Among the funds is a $1.1-million federal grant through the Orange County Transportation Authority, a slightly unorthodox source for a former sanctuary. But officials say the mission, which was able to raise $600,000 in matching private funds, qualified for the transportation money because of its historic significance in the county, most notably as one of the state’s oldest rest stops for travelers.

“I’ve been supporting the mission for quite some time,” said county Supervisor Tom Wilson, who chairs the transportation board. “I think everyone felt this was a good use of the money. What’s more historic in Orange County than the mission at San Juan Capistrano?”

While the mission has been called the “birthplace of Orange County” and “the American Acropolis,” it has not, until this year, ever received public funding, Miller said. As a private nonprofit, the mission also has not received any funds from the Catholic Church, which owns the 10 acres on which it stands.

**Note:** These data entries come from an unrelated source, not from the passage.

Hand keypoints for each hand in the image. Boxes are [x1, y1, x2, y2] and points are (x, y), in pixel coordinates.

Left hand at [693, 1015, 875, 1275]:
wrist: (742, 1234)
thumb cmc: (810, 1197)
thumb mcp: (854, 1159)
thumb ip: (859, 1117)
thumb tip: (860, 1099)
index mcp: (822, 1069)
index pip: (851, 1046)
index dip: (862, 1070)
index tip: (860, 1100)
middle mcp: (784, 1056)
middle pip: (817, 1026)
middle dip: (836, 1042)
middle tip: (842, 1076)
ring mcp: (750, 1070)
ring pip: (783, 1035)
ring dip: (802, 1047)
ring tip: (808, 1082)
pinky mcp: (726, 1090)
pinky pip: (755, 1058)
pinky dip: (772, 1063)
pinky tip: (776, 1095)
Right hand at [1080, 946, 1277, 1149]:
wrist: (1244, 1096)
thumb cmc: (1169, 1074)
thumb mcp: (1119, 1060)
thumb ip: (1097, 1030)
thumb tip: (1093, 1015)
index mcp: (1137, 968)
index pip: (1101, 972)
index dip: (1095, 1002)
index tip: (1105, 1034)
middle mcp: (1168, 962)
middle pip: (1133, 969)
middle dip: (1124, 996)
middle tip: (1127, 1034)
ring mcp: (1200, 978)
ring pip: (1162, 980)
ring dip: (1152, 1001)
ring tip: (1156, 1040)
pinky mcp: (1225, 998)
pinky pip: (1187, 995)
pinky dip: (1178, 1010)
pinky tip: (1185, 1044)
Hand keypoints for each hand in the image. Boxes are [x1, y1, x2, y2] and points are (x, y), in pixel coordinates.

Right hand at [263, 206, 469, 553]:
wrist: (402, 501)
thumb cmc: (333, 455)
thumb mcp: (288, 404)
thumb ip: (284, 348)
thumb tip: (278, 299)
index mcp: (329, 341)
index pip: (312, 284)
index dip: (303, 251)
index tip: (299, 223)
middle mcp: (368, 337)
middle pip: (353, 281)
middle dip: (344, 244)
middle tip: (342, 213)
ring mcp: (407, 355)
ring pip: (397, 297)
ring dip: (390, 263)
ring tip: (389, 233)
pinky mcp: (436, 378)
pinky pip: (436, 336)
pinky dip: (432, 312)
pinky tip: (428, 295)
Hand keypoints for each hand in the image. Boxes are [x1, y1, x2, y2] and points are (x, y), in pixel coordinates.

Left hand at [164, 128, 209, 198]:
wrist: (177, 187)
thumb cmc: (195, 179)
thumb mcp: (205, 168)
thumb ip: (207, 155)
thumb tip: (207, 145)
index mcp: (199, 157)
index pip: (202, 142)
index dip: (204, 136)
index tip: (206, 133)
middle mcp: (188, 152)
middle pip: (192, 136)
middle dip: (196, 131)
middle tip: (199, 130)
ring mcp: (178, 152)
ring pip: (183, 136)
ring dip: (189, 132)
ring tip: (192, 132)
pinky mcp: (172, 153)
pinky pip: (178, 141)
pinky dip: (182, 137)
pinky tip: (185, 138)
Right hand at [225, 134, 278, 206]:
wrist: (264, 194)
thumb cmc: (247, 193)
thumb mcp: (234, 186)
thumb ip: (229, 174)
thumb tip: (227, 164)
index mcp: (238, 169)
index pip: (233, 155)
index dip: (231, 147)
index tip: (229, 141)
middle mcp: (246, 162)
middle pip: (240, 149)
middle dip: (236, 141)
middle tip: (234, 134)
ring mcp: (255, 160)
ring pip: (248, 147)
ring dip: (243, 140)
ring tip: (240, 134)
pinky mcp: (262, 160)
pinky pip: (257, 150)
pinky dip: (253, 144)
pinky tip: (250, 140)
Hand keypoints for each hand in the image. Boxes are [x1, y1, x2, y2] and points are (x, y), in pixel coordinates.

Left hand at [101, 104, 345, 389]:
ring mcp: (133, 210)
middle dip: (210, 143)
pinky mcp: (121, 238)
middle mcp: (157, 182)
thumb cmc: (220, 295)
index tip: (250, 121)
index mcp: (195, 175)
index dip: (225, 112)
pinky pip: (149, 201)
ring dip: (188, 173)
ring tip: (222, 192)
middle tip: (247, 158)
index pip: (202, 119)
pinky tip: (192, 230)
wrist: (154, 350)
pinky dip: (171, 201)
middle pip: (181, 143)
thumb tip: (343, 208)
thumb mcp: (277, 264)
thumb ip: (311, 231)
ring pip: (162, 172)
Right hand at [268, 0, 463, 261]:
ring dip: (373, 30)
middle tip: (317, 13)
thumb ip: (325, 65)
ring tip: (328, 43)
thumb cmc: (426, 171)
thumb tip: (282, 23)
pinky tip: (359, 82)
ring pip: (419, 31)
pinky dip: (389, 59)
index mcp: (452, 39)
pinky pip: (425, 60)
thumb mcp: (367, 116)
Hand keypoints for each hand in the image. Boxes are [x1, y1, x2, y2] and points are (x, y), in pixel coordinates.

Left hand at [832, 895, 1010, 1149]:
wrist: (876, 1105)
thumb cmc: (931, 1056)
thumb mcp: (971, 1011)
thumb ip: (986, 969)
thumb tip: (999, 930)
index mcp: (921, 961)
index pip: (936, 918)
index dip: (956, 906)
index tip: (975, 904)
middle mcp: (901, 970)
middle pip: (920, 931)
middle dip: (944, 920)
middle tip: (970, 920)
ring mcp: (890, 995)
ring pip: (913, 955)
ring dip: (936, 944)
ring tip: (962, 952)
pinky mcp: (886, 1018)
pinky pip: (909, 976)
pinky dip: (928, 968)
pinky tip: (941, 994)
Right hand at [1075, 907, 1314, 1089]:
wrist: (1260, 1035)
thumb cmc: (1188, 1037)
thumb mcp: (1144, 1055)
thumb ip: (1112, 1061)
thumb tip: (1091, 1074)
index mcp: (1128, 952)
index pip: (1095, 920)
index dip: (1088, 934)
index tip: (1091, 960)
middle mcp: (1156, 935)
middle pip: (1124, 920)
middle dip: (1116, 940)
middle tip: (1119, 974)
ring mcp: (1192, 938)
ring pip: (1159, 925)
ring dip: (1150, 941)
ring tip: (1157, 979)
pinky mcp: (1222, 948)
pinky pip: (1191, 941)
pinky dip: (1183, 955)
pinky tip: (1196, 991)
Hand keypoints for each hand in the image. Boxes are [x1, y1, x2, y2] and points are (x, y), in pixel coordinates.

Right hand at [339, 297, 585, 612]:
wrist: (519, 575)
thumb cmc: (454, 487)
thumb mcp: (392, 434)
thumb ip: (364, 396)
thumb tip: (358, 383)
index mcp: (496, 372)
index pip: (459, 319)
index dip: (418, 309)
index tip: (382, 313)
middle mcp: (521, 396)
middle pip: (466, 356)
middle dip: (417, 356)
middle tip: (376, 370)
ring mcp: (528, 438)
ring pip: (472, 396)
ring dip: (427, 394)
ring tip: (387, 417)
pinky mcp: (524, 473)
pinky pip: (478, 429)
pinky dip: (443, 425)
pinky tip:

The Great Stone Church, built by Juaneno Indians beginning in 1797, is one of the biggest tourist draws in the county. Visited by 550,000 people each year, the historic site trails only Disneyland and Knott’s Berry Farm. With a $5 admission fee in addition to fees for special events, the organization’s daily operation is self-supporting.

But what to do about the majestic ruins has long troubled those connected to the mission. With the old stone church crumbling now for nearly 200 years, its complete stabilization will cost about $7.5 million.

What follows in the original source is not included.